Intervention de Alain Anziani

Réunion du 29 janvier 2015 à 9h00
Durée du mandat du président de la république — Suite de la discussion et rejet d'une proposition de loi constitutionnelle

Photo de Alain AnzianiAlain Anziani :

D’autres dénoncèrent l’institution d’un régime personnel, à la Salazar, d’autres encore parlèrent de plébiscite…

De son côté, le général de Gaulle considérait que « la nation [devait] avoir, désormais, le moyen de choisir elle-même son Président, à qui cette investiture directe [pourrait] donner la force et l’obligation d’être le guide de la France et le garant de l’État ».

Même si la Constitution de 1958 reconnaît le rôle des partis politiques, elle porte la marque d’une méfiance à leur égard, puisqu’elle place au-dessus d’eux un représentant des Français.
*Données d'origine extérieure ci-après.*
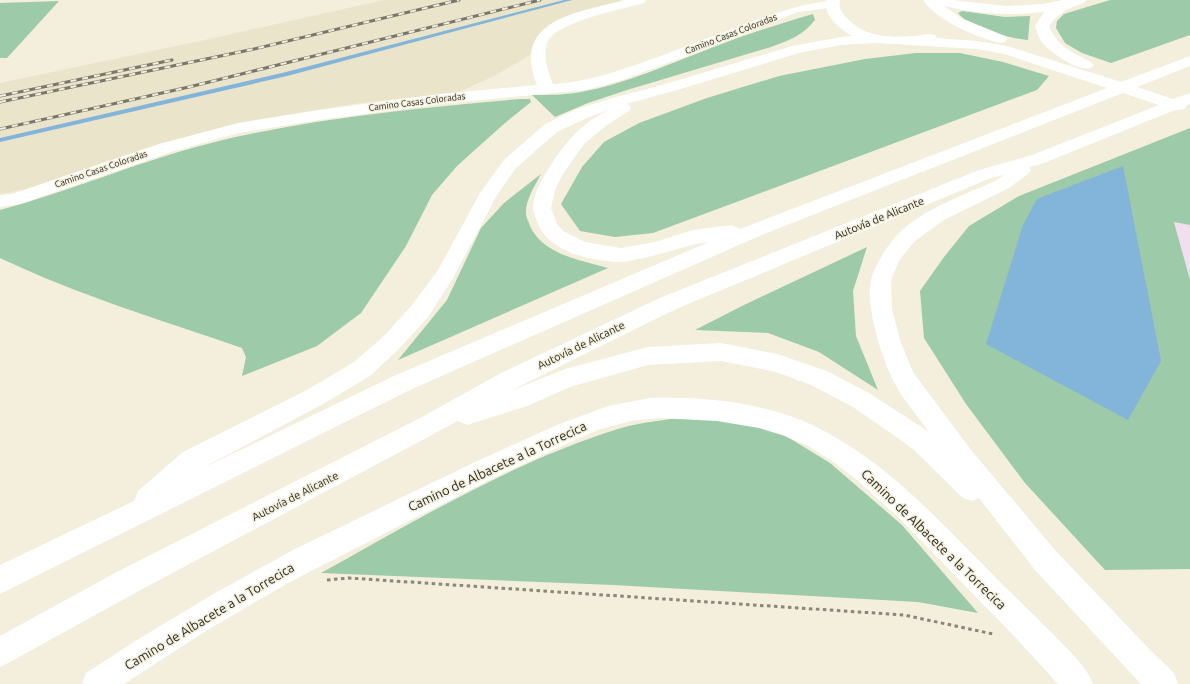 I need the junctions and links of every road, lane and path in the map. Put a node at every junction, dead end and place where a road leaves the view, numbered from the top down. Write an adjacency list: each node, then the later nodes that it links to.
1 (639, 0): 13 (main road)
2 (930, 0): 6 (main road)
3 (934, 0): 4 (main road)
4 (1074, 2): 11 (main road)
5 (833, 5): 7 (main road); 9 (main road); 13 (main road, Camino Casas Coloradas)
6 (944, 14): 8 (main road); 11 (main road)
7 (879, 39): 8 (main road); 9 (main road)
8 (916, 41): 11 (main road)
9 (797, 49): 12 (main road)
10 (1190, 62): 18 (main road)
11 (1084, 70): 14 (main road); 15 (main road)
12 (668, 88): 18 (main road); 20 (main road)
13 (547, 89): 17 (main road, Camino Casas Coloradas)
14 (1190, 98): 16 (main road, Autovía de Alicante)
15 (1190, 110)
16 (1038, 159): 19 (main road, Autovía de Alicante); 21 (main road)
17 (0, 201)
18 (757, 229): 20 (main road)
19 (429, 426): 21 (main road); 25 (main road, Autovía de Alicante)
20 (127, 518): 22 (main road)
21 (1046, 560): 28 (main road)
22 (0, 580)
23 (318, 580): 24 (path)
24 (997, 635)
25 (0, 652)
26 (96, 684): 27 (main road, Camino de Albacete a la Torrecica)
27 (1078, 684)
28 (1163, 684)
L’article 5 de la Constitution consacre le rôle d’arbitre du Président de la République : « Il est le garant de l’indépendance nationale, de l’intégrité du territoire et du respect des traités. »
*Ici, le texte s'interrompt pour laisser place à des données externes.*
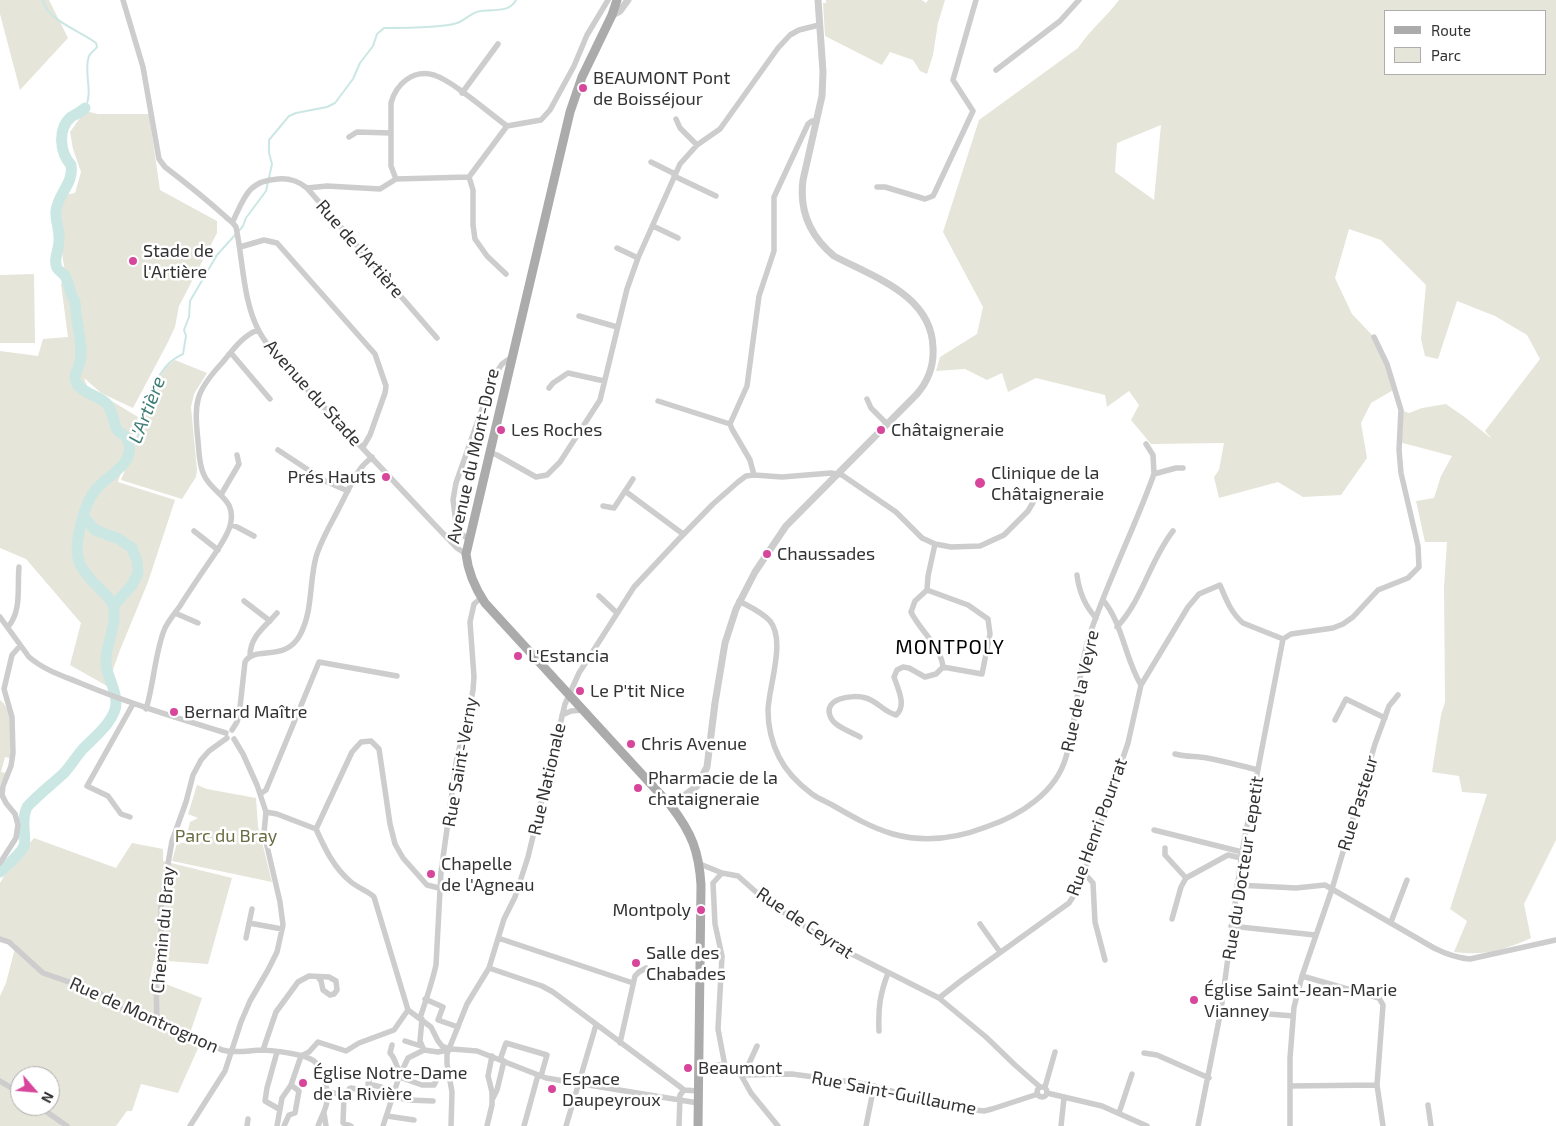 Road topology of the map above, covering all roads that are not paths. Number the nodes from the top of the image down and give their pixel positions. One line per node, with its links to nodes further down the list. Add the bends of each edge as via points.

Pour comprendre ces débats de 1962, il faut se souvenir que, en 1958, la France avait connu dix-huit gouvernements en douze ans…
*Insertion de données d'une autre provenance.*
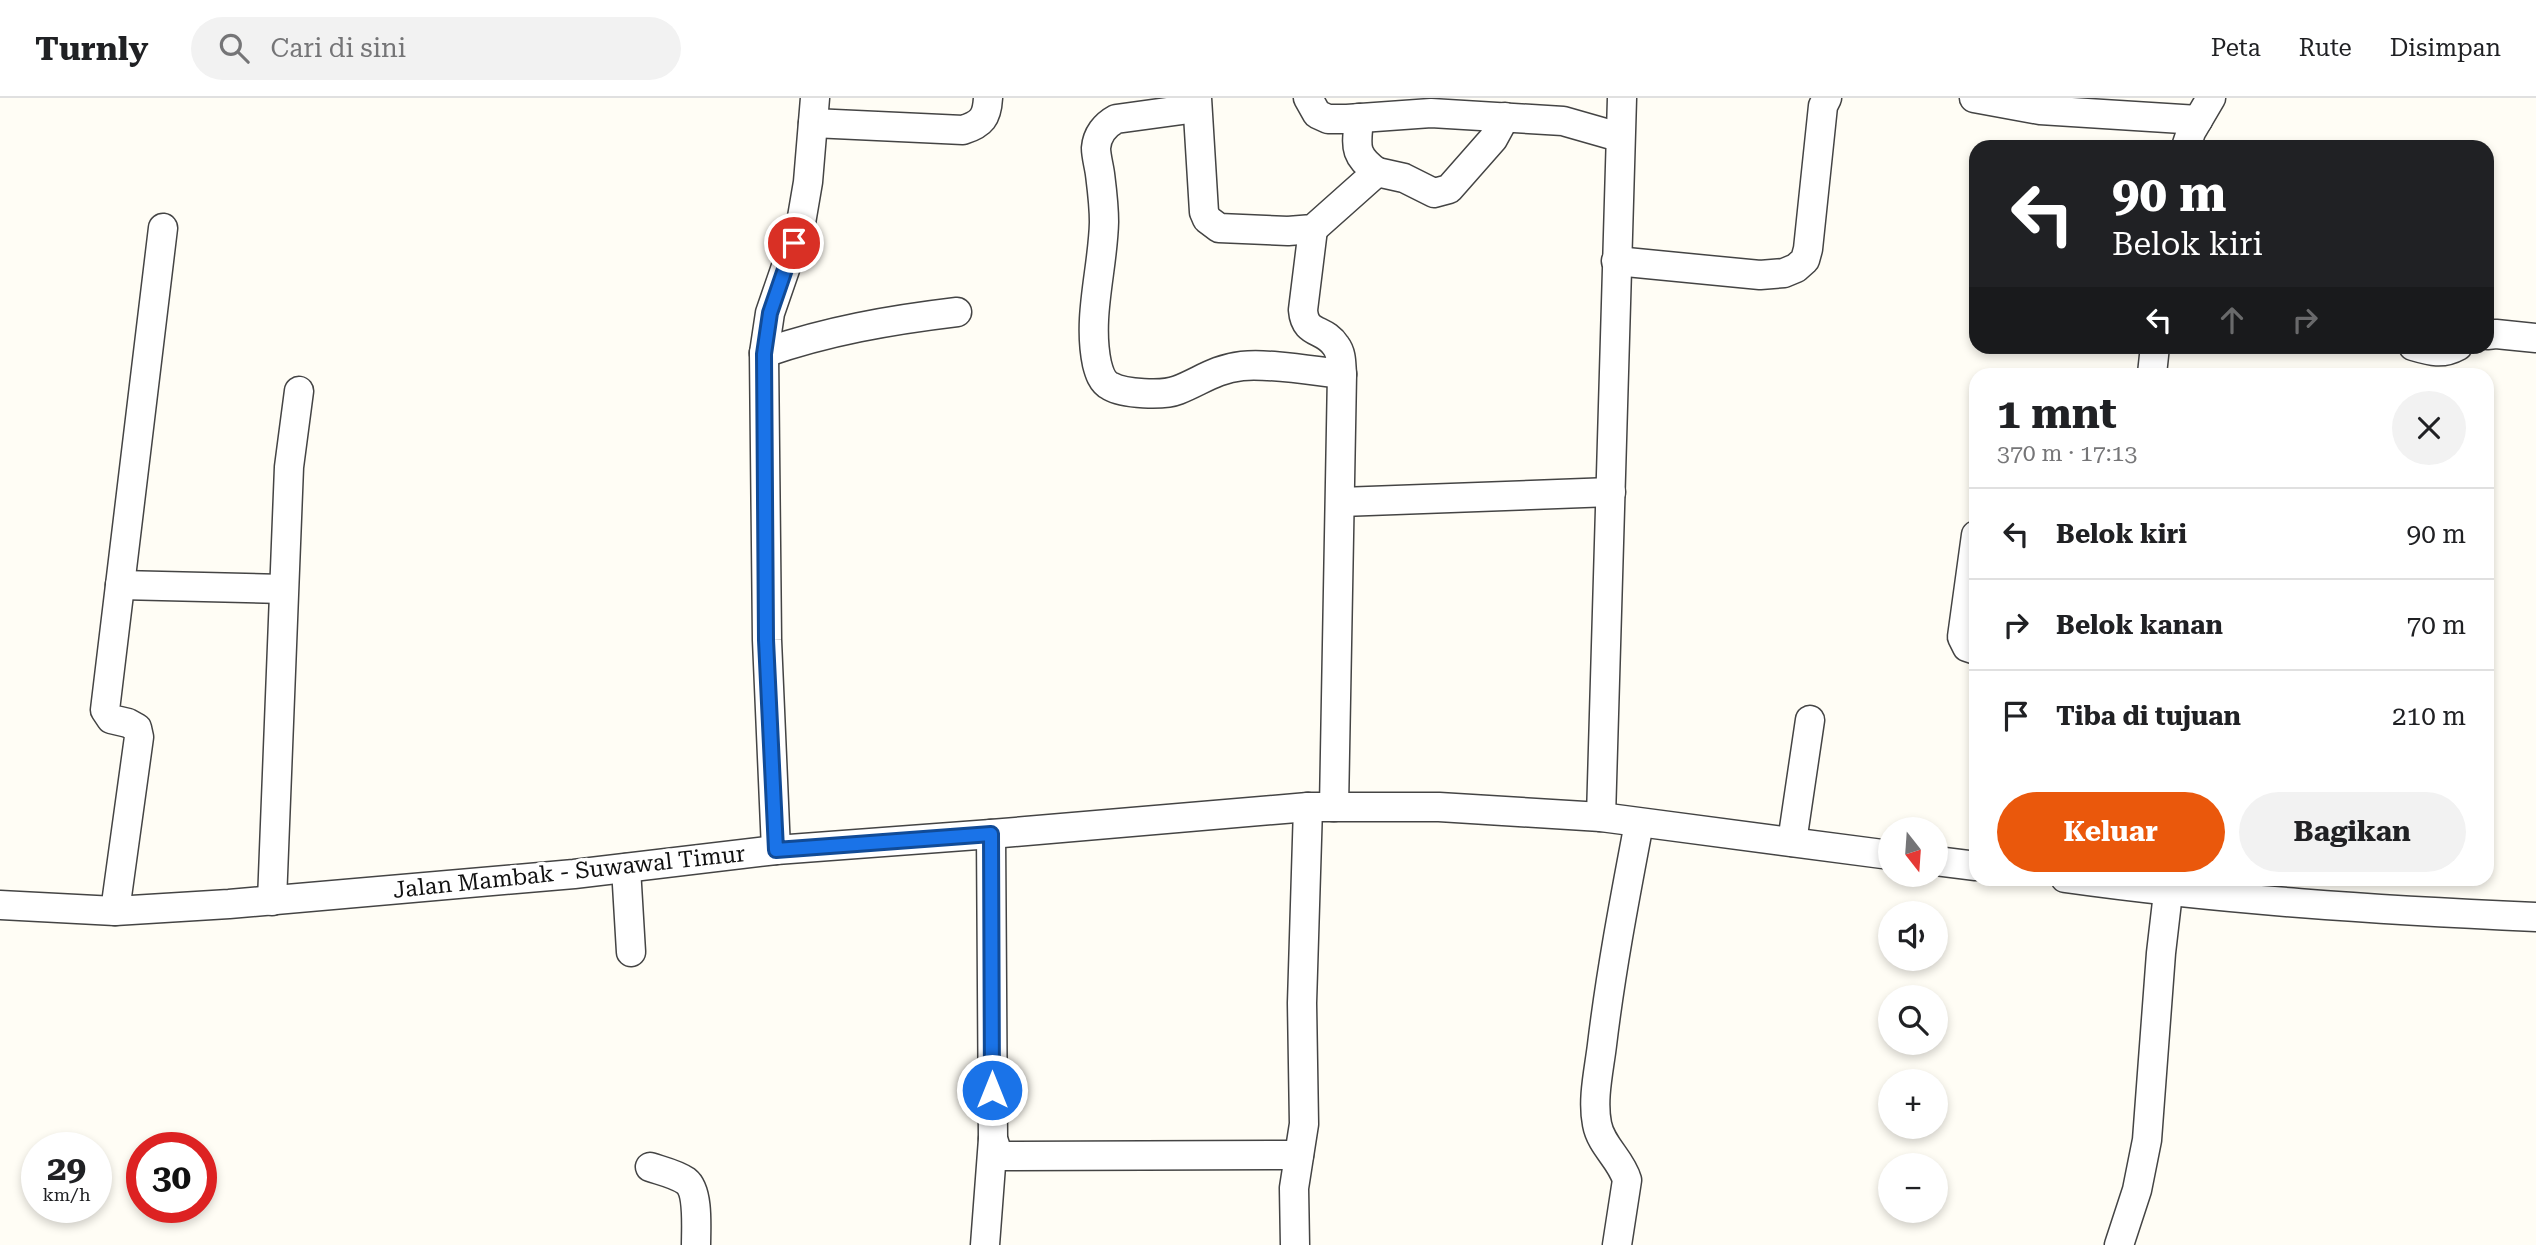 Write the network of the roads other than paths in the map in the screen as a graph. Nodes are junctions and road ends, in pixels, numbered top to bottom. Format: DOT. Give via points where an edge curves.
graph roads {
  1 [pos="988,98"];
  2 [pos="1307,98"];
  3 [pos="1622,98"];
  4 [pos="1826,98"];
  5 [pos="1974,98"];
  6 [pos="1197,103"];
  7 [pos="2204,109"];
  8 [pos="814,111"];
  9 [pos="1505,117"];
  10 [pos="1359,118"];
  11 [pos="1619,138"];
  12 [pos="2189,140"];
  13 [pos="1377,172"];
  14 [pos="163,228"];
  15 [pos="1313,229"];
  16 [pos="1616,261"];
  17 [pos="957,312"];
  18 [pos="2494,334"];
  19 [pos="2536,338"];
  20 [pos="764,354"];
  21 [pos="1342,374"];
  22 [pos="299,391"];
  23 [pos="1611,492"];
  24 [pos="1341,502"];
  25 [pos="120,585"];
  26 [pos="1969,586"];
  27 [pos="283,589"];
  28 [pos="1969,648"];
  29 [pos="1810,720"];
  30 [pos="1321,807"];
  31 [pos="1601,817"];
  32 [pos="1639,823"];
  33 [pos="991,834"];
  34 [pos="1792,842"];
  35 [pos="776,850"];
  36 [pos="1878,853"];
  37 [pos="1948,862"];
  38 [pos="1969,865"];
  39 [pos="626,868"];
  40 [pos="2138,886"];
  41 [pos="2168,893"];
  42 [pos="272,901"];
  43 [pos="0,905"];
  44 [pos="115,911"];
  45 [pos="2536,917"];
  46 [pos="631,952"];
  47 [pos="993,1139"];
  48 [pos="1299,1155"];
  49 [pos="650,1167"];
  50 [pos="696,1245"];
  51 [pos="985,1245"];
  52 [pos="1295,1245"];
  53 [pos="1617,1245"];
  54 [pos="2119,1245"];
  1 -- 8 [label="street" via="983,120 963,130"];
  2 -- 10 [label="street" via="1317,114 1328,119"];
  3 -- 11 [label="street"];
  4 -- 16 [label="street" via="1808,249 1796,268 1760,275"];
  5 -- 7 [label="street" via="2040,110"];
  6 -- 15 [label="street" via="1206,219 1219,228"];
  6 -- 21 [label="street" via="1116,119 1099,136 1096,148 1104,234 1094,335 1101,376 1118,389 1154,393 1177,390 1224,369 1245,366"];
  7 -- 12 [label="street"];
  8 -- 20 [label="street" via="801,223 770,313"];
  9 -- 10 [label="street" via="1431,113"];
  9 -- 11 [label="street" via="1563,121"];
  9 -- 13 [label="street" via="1493,139 1449,189 1434,193 1404,177"];
  10 -- 13 [label="street" via="1357,150"];
  11 -- 16 [label="street"];
  13 -- 15 [label="street"];
  14 -- 25 [label="street"];
  15 -- 21 [label="street" via="1304,320 1338,348"];
  16 -- 23 [label="street"];
  17 -- 20 [label="street" via="822,334"];
  18 -- 19 [label="street"];
  20 -- 35 [label="street" via="766,640"];
  21 -- 24 [label="street"];
  22 -- 27 [label="street" via="289,467"];
  23 -- 24 [label="street"];
  23 -- 31 [label="street"];
  24 -- 30 [label="street"];
  25 -- 27 [label="street"];
  25 -- 44 [label="street" via="105,710 111,719 137,728 139,737"];
  26 -- 28 [label="street" via="1962,637"];
  27 -- 42 [label="street"];
  29 -- 34 [label="street"];
  30 -- 31 [label="street, Jalan Mambak - Suwawal Timur" via="1438,807"];
  30 -- 33 [label="street, Jalan Mambak - Suwawal Timur"];
  30 -- 48 [label="street" via="1303,1003 1304,1124"];
  31 -- 32 [label="street, Jalan Mambak - Suwawal Timur"];
  32 -- 34 [label="street, Jalan Mambak - Suwawal Timur"];
  32 -- 53 [label="street" via="1611,971 1596,1099 1597,1127 1627,1180"];
  33 -- 35 [label="street, Jalan Mambak - Suwawal Timur"];
  33 -- 47 [label="street"];
  34 -- 36 [label="street, Jalan Mambak - Suwawal Timur"];
  35 -- 39 [label="street, Jalan Mambak - Suwawal Timur"];
  37 -- 38 [label="street"];
  39 -- 42 [label="street, Jalan Mambak - Suwawal Timur"];
  39 -- 46 [label="street"];
  40 -- 41 [label="street"];
  41 -- 45 [label="street"];
  41 -- 54 [label="street" via="2147,1140"];
  42 -- 44 [label="street, Jalan Mambak - Suwawal Timur"];
  43 -- 44 [label="street, Jalan Mambak - Suwawal Timur"];
  47 -- 48 [label="street" via="1003,1156"];
  47 -- 51 [label="street"];
  48 -- 52 [label="street" via="1294,1188"];
  49 -- 50 [label="street" via="678,1177 693,1190"];
}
Quoi qu’il en soit, ce n’est pas seulement ce changement institutionnel qui a bousculé la vie politique française et a conduit à sa personnalisation extrême, pour ne pas dire excessive. Depuis 1965, les Français élisent directement leur président, mais ils le font sous l’œil de la télévision, qui leur montre les visages et les attitudes des candidats. Conjuguée au facteur télévisuel, l’élection au suffrage universel direct a institué un lien direct, personnel, humain entre l’électeur et le candidat. Le même phénomène s’est d’ailleurs produit lors de l’élection présidentielle américaine de 1960, qui a vu John Fitzgerald Kennedy l’emporter sur Richard Nixon.

Si, dans un premier temps, ce lien a sacralisé davantage la fonction présidentielle, il a, dans un second temps – le nôtre –, contribué à sa dégradation. En effet, le Président de la République, hier monarque républicain à l’abri des regards, est devenu un homme comme un autre, dont chacun peut commenter les qualités et les défauts.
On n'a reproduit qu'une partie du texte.